The options for this policy are specified below. All properties are optional unless specifically marked as required.

  • bucketName <string> - The name of the bucket to archive the request.

#Using the Policy

#Using the Policy

In order to use this policy, you'll need to setup Google Cloud Storage, create an IAM Service Account, and configure the Upstream GCP Service Auth Policy. You'll find instructions on how to do that below.

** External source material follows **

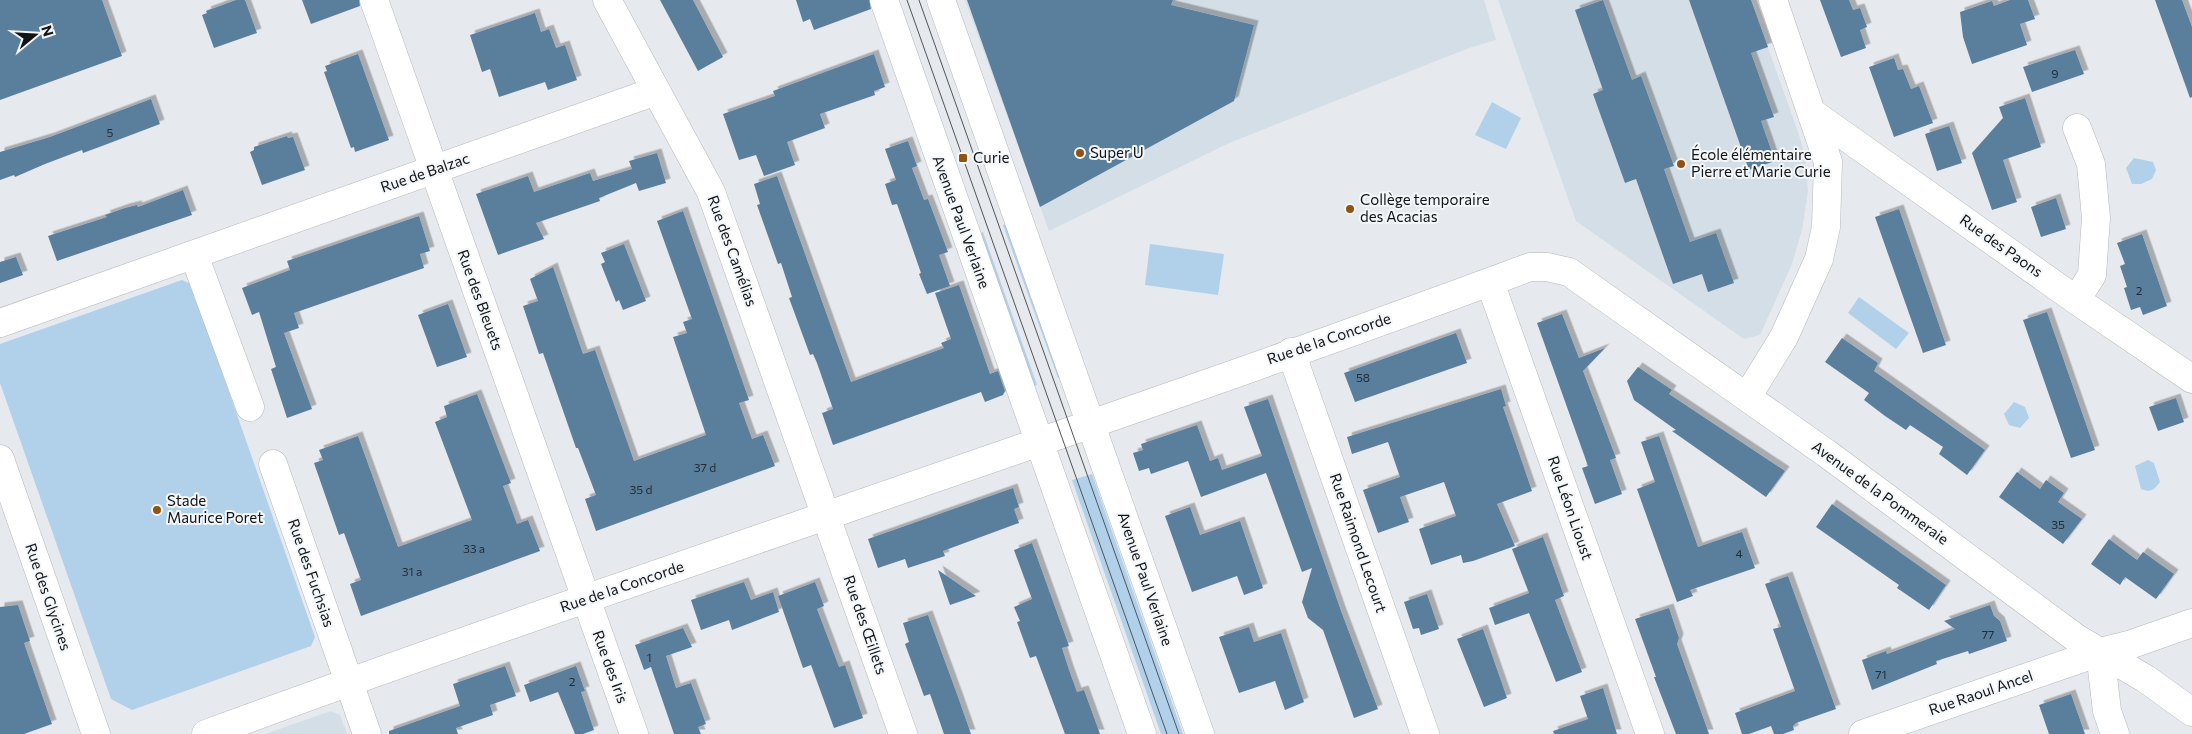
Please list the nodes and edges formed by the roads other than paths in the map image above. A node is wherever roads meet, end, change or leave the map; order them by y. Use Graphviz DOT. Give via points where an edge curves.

#Setup a Google Service Account

In order to authorize your Zuplo API to upload files to Google Storage, you will need to create a Service Account. Instructions for doing so can be found here: https://cloud.google.com/iam/docs/service-accounts-create

The service account you create will also need permissions to write objects to the storage bucket you will use. The easiest way to do that is to assign the account the Storage Object Creator (roles/storage.objectCreator) role. However, you can also scope the permissions to a single bucket if you like.

Download the service account JSON and create an environment variable secret with the contents. In this example, the variable is named SERVICE_ACCOUNT_JSON

#Setup Google Cloud Storage

In order to use Google Cloud Storage you will need to have a bucket created. If you don't have one you can do so by following this guide: https://cloud.google.com/storage/docs/creating-buckets

#Upstream GCP Service Auth Policy

In order to authorize your Zuplo API to upload to the GCP bucket, you will configured the Upstream GCP Service Auth Policy. It is important that the auth policy runs before this custom policy.

The service auth policy will set the Authorization header of the request to a JWT token with the requested permissions. In order to generate the correct JWT, you must set the scopes to https://www.googleapis.com/auth/devstorage.read_write as shown below.

{
  "export": "UpstreamGcpServiceAuthInboundPolicy",
  "module": "$import(@zuplo/runtime)",
  "options": {
    "expirationOffsetSeconds": 300,
    "scopes": ["https://www.googleapis.com/auth/devstorage.read_write"],
    "serviceAccountJson": "$env(SERVICE_ACCOUNT_JSON)",
    "tokenRetries": 3
  }
}
json

You can have multiple Upstream GCP Service Auth Policies on the same request. So for example, you might generate a JWT token that first has permission to upload to GCP storage, then you might have a second policy that runs after this policy that authorizes your Zuplo API to all downstream Cloud Run service.

Each auth policy will cache the JWT tokens for an hour by default so having multiple policies will have virtually no impact on your APIs latency.